One more night spent on my computer, searching for some sort of future that seems like it could possibly fit me. I have scrolled through hundreds of colleges, majors, and career choices, but none that seem to fit me.

I have had so many conversations with my mom, friends, teachers, and others about what I could possibly spend the rest of my life doing, and none of them seemed to interest me. 

There were days that these choices took all of my free time. I sat in class contemplating whether or not I enjoyed the subject enough to major in it. English, history, math, and chemistry all circled my mind. Nothing. Nothing I could think of seemed right to me.

I felt as though I needed to pursue something that was familiar and common, I was scared to step out of my comfort zone and look into different options. I began looking into majors I could actually see myself doing, but still, nothing seemed to stick. I would think of majors, and then turn them down. 

I realized that this is my life, and I had complete control over it.

I did not want to spend my entire life mad at myself, regretting the past and wishing I had done more. I wanted to be able to say that I truly loved my life and everything about it. This realization seemed to have helped me figure out what I wanted to do. 

I realized that this is my life, and I had complete control over it. I was so scared of what people would think if I went into something uncommon. I didn’t want to have to leave my friends and family, but I realized that I come first. 

Who cares what people think? I know that with this choice, I will be happiest. I will be taking what I love and changing it into my future for not only college but the rest of my life. 

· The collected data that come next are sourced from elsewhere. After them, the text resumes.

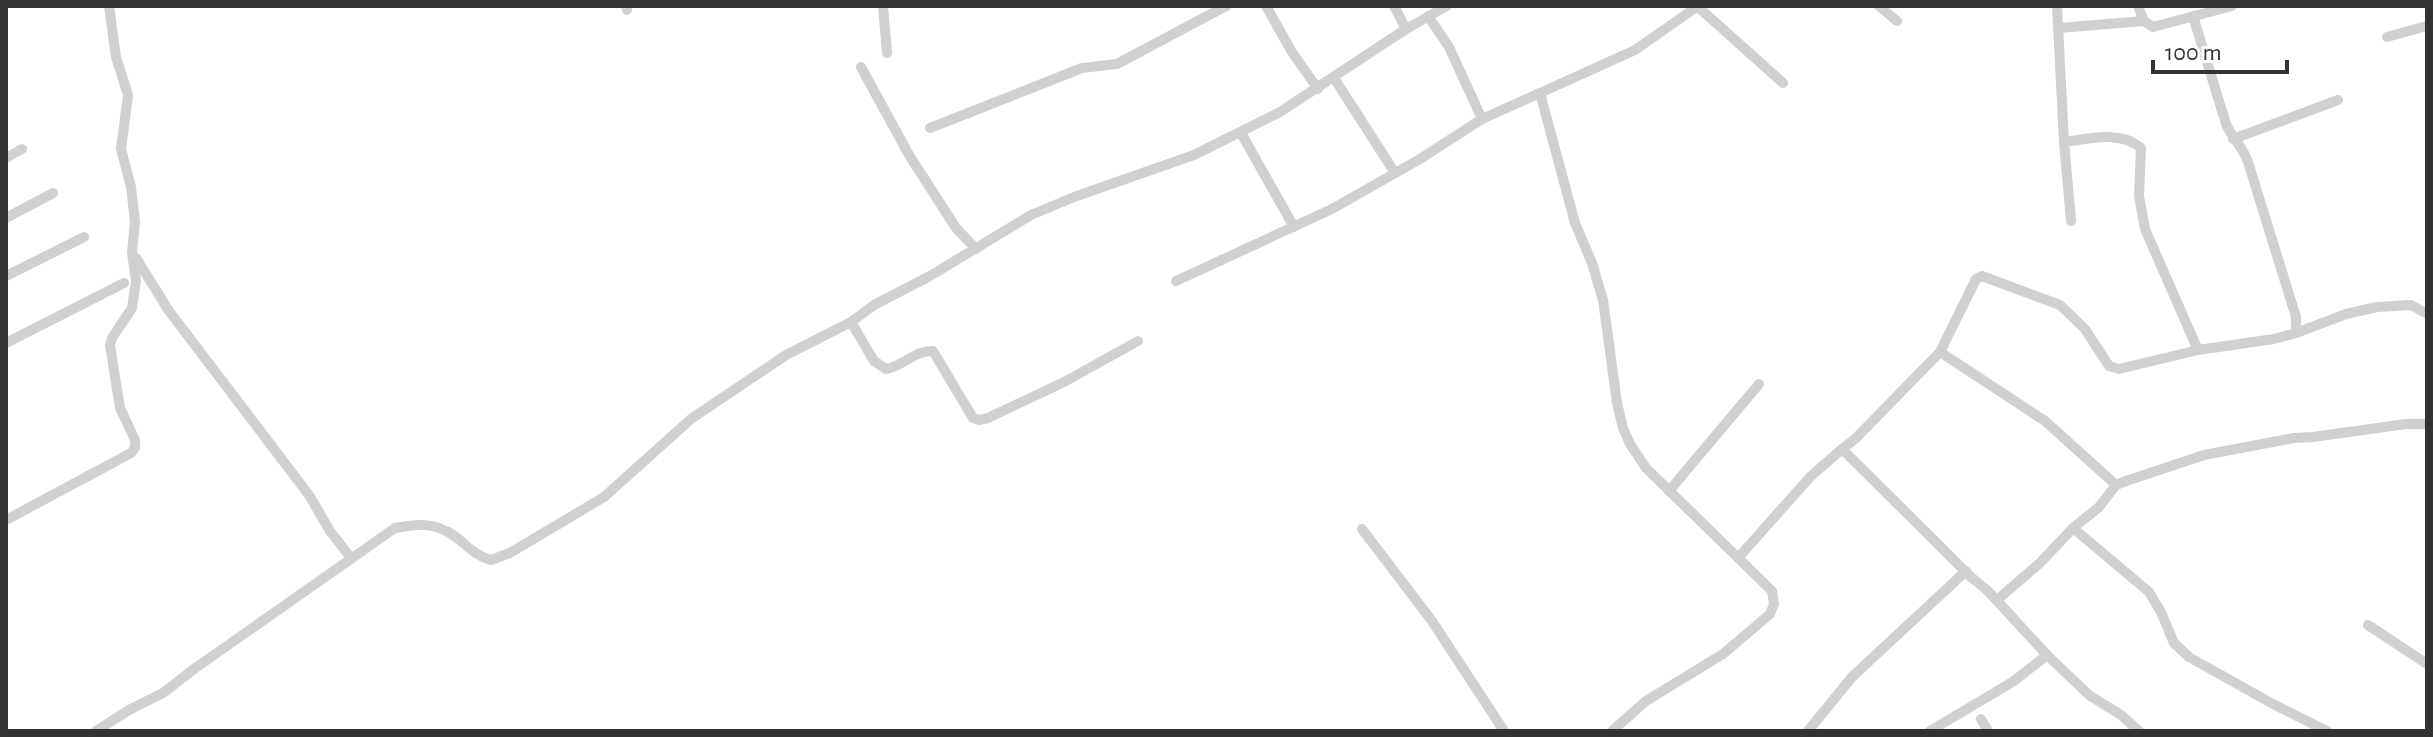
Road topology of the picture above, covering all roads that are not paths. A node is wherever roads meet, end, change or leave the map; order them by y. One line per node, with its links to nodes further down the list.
1 (109, 6): 41 (street)
2 (883, 6): 20 (street)
3 (1226, 6): 28 (street)
4 (1266, 6): 24 (street)
5 (1394, 6): 18 (street)
6 (1447, 6): 12 (street)
7 (1697, 6): 23 (street); 25 (street)
8 (1879, 6): 14 (street)
9 (2057, 6): 17 (street)
10 (2138, 6): 15 (street)
11 (2232, 6): 13 (street)
12 (1428, 16): 18 (street); 27 (street)
13 (2193, 16): 15 (street); 30 (street)
14 (1897, 21)
15 (2144, 21): 17 (street)
16 (2427, 26): 19 (street)
17 (2059, 28): 31 (street)
18 (1406, 29): 22 (street)
19 (2387, 37)
20 (887, 53)
21 (861, 67): 40 (street)
22 (1334, 78): 24 (street); 34 (street)
23 (1783, 83)
24 (1318, 89): 29 (street)
25 (1540, 93): 27 (street); 56 (street)
26 (2338, 100): 30 (street)
27 (1482, 119): 34 (street)
28 (930, 128)
29 (1241, 133): 38 (street); 40 (street)
30 (2233, 139): 47 (street)
31 (2064, 142): 37 (street); 50 (street)
32 (22, 149): 33 (street)
33 (6, 158)
34 (1395, 173): 38 (street)
35 (53, 193): 36 (street)
36 (6, 218)
37 (2071, 221)
38 (1294, 227): 43 (street)
39 (84, 237): 42 (street)
40 (976, 249): 46 (street)
41 (132, 253): 57 (street); 60 (street)
42 (6, 276)
43 (1176, 281)
44 (124, 283): 49 (street)
45 (2427, 314): 47 (street)
46 (851, 322): 48 (street); 60 (street)
47 (2296, 333): 50 (street)
48 (1138, 341)
49 (6, 343)
50 (2198, 350): 51 (street)
51 (1940, 352): 54 (street); 55 (street)
52 (1759, 384): 56 (street)
53 (2427, 424): 55 (street)
54 (1842, 449): 61 (street); 62 (street)
55 (2116, 485): 58 (street)
56 (1669, 491): 61 (street)
57 (6, 520)
58 (2073, 528): 63 (street); 75 (street)
59 (1362, 529): 69 (street)
60 (351, 558): 68 (street)
61 (1738, 558): 70 (street)
62 (1966, 571): 63 (street); 71 (street)
63 (1997, 600): 65 (street)
64 (2368, 625): 66 (street)
65 (2047, 655): 72 (street); 74 (street)
66 (2427, 664)
67 (1981, 719): 73 (street)
68 (96, 731)
69 (1504, 731)
70 (1612, 731)
71 (1808, 731)
72 (1930, 731)
73 (1988, 731)
74 (2139, 731)
75 (2327, 731)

An incredible amount of stress was lifted off of me once I figured out what was the right fit for me. All of the tears and anger of the past transformed into happiness and satisfaction; I finally knew what I wanted my future to look like. 

While I would label myself as a people pleaser, I finally put myself first; I realized that my future is in my own hands, and I can take my passions and run with them. While I still have a year to affirm any decisions, time flies. This is my life, and I am finally going to stop caring what others think of me and do what I know is the best choice for me.